Jesus expressed a faith that was bodily. He used simple materials—bread and wine, fish, oil and water—as symbols of divine truths. His touch healed people, even with spittle and clay. Christianity stands on the Hebrew Scriptures where the biblical perception of God is sensory; it cannot be spiritualized.6 In the eighth century, St. John Damascene taught that the doctrinal basis for venerating sacred images lies in the fact of the Incarnation: "The Creator of matter became matter for us and, through matter, redeemed us?7 Because Jesus is the "image of the invisible God" (Col. 1:15), he could be depicted in his human nature. In the mystery of the Incarnation, the formless becomes a visible form. Gnosticism, of whatever period, contradicts this mystery because it denigrates the physical, which is unthinkable.

What does it mean for the Christian to see in a Christian manner, to hear, touch, taste and smell in a Christian manner? Hans Urs von Balthasar observes:

The distinctive characteristic of Christianity is that here we not only start from the corporeal and the sensory as from some religious material on which we can then perform the necessary abstraction; rather, we abide in the seeing, hearing, touching, the savoring and eating of this flesh and blood, which has borne and taken away the sin of the world.8

If Jesus embraced what is bodily, then Catholics must follow him. Without the body, there is no humanity. The body is essential in every detail of life, for it introduces us to everything and provides us with everything, including our salvation. Who of us has remained unmoved by the Negro spiritual, "Were You There When They Crucified My Lord?" Overwhelmed by its wailing phrases, the soul vibrates, and the entire person wells up in tears.

The Eucharist
When we go to worship, we "care enough to give God our very best."9 If Israel's worship renewed their covenant with Yahweh, so too in Catholic worship.
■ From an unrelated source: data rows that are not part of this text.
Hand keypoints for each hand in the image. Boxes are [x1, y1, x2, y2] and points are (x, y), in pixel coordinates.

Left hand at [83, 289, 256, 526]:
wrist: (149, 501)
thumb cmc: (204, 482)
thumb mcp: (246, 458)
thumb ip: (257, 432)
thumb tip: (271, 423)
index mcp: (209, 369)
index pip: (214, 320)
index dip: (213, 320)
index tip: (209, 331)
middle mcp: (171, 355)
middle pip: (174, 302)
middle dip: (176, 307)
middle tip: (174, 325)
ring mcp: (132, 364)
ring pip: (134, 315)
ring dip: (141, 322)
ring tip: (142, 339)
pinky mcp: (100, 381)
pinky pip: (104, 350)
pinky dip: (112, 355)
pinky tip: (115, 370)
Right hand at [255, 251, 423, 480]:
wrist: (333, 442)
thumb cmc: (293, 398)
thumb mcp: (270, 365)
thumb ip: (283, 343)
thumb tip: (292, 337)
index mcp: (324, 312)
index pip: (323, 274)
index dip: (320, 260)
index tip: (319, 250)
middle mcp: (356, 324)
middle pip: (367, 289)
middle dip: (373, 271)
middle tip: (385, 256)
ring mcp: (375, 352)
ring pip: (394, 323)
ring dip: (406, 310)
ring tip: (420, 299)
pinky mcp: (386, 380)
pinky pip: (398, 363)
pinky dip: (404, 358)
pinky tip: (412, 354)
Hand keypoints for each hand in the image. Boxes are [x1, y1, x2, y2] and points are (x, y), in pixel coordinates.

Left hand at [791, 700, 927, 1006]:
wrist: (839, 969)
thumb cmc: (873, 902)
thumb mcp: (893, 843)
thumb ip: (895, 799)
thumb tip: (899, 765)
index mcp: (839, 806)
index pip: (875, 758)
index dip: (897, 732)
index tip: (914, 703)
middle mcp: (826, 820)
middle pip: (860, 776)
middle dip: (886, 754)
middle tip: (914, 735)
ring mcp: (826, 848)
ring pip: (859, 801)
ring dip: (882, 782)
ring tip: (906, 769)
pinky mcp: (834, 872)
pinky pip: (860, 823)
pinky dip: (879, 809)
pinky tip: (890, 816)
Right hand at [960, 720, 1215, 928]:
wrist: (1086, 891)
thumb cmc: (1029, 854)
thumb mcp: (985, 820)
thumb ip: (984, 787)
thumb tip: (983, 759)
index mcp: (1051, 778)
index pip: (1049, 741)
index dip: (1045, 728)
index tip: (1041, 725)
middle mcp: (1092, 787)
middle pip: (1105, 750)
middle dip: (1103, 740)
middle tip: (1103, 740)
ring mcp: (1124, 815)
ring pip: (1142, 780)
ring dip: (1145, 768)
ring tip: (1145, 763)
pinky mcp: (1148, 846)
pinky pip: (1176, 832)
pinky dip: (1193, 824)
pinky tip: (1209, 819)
In the sacraments, Catholic and Orthodox Christians are united in the preeminent social act of praising God. This concrete, expressive form sacramentally re-enacts the new covenant—the regenerating deeds of Christ in his Paschal Mystery. The Eucharist places before the Christian the most profound of mysteries: Jesus gives himself as food to the Church, and if we receive worthily, we become what we eat.10 The form of the Eucharist externalizes itself in the physicality of the senses, in taste, hearing and singing, smelling, and touching the Word of Life. The Eucharist is a feast of the senses. When the physical is awakened within the liturgy, the body is united in prayer with head and heart. We worship God in the flesh with "full, conscious and active participation."11 Such an experience is a deeply satisfying encounter with God because God's house is also ours.

Transformation into Christ
Catholic art forms are theology in different modes of expression. They symbolically express, reflect, and mediate the saving mysteries of Jesus. Through sacred art forms, we feel God with the mind; we grasp God with the senses. St. Paul describes this transformation into Christ as a vocation, that of becoming "God's work of art" (Eph. 2:10) and to ascent "from glory to glory" (2 Cor. 4:18).

The Constitution on the Sacred Liturgy recalls that the Church does not simply make us feel good, spiritual or transcendent. These ambiguous words are fashionable today. Rather, the Church specifies her role and mission: she is "both human and divine... and so constituted that in her, "the human is directed and subordinated to the divine, [so that] the faithful can express in their lives and manifest to others the mystery of Christ and of the real nature of the true Church.12 The faithful are to be transformed by both the particulars and the whole of the celebration; then, nourished by it, to bring about God's kingdom.

Church building
Museums and ball parks evoke different feelings because their purposes differ. Museums call for hushed voices, sports events, cheers and jeers. A church building differs from both. A visitor, on entering an Orthodox church and a Puritan-style church, for example, will be struck by the differences of their architectural features and the atmosphere they express. One celebrates the senses; the other does not.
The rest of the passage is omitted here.